Tkatchuk and Bounlom have different salaries when they work as hygienists -- primarily handling prophys, scaling, polishing, and fluoride application -- than they do for procedures as therapists. They are paid exclusively on commission, receiving 40% on all billings for hygiene services and 35% (for Tkatchuk) or 30% (for Bounlom) for DT services. Dr. Harder gets a 10% commission on all services provided by the therapists. DT services are billed at rates that are two to four times higher than hygiene services.
In 2012, combined collections from the two DTs totaled $481,107, about half from hygiene services. After subtracting their commission, $174,635, the DTs brought in $306,472. The practice did not incur additional employment costs for the DTs, the report noted. The combined services provided by the DTs equaled 54% of total practice collections in 2011 and 2012.
After overhead costs, they contributed an estimated $197,329 to practice profits. The practice was able to generate this profit even though a substantial portion of billings -- about 15% percent of revenue -- was paid at discounted government rates.

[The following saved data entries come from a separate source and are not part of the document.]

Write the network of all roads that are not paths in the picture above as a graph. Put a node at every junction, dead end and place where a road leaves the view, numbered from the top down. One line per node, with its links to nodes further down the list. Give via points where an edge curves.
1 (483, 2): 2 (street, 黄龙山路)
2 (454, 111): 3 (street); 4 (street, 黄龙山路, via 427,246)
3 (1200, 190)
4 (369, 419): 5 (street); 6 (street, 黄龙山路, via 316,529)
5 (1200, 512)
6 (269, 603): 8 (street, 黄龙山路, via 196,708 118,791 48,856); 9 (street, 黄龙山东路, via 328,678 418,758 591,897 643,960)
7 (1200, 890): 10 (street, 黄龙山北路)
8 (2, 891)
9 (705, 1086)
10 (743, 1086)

"What I value the most is to see work that lasts sometimes for more than 10 years," Tkatchuk said in the report.
"Findings from two practices cannot be conclusive about the potential financial benefit for dental practices of employing dental therapists or how they can employ midlevel providers to increase access to care in the communities in which they work," the report authors acknowledged.
"These case studies demonstrate, however, that for private dental practices, using midlevel providers can be a good business decision that addresses the access gap for low-income individuals and can enable dentists to focus on the complex procedures that only they have the skills to perform," they concluded.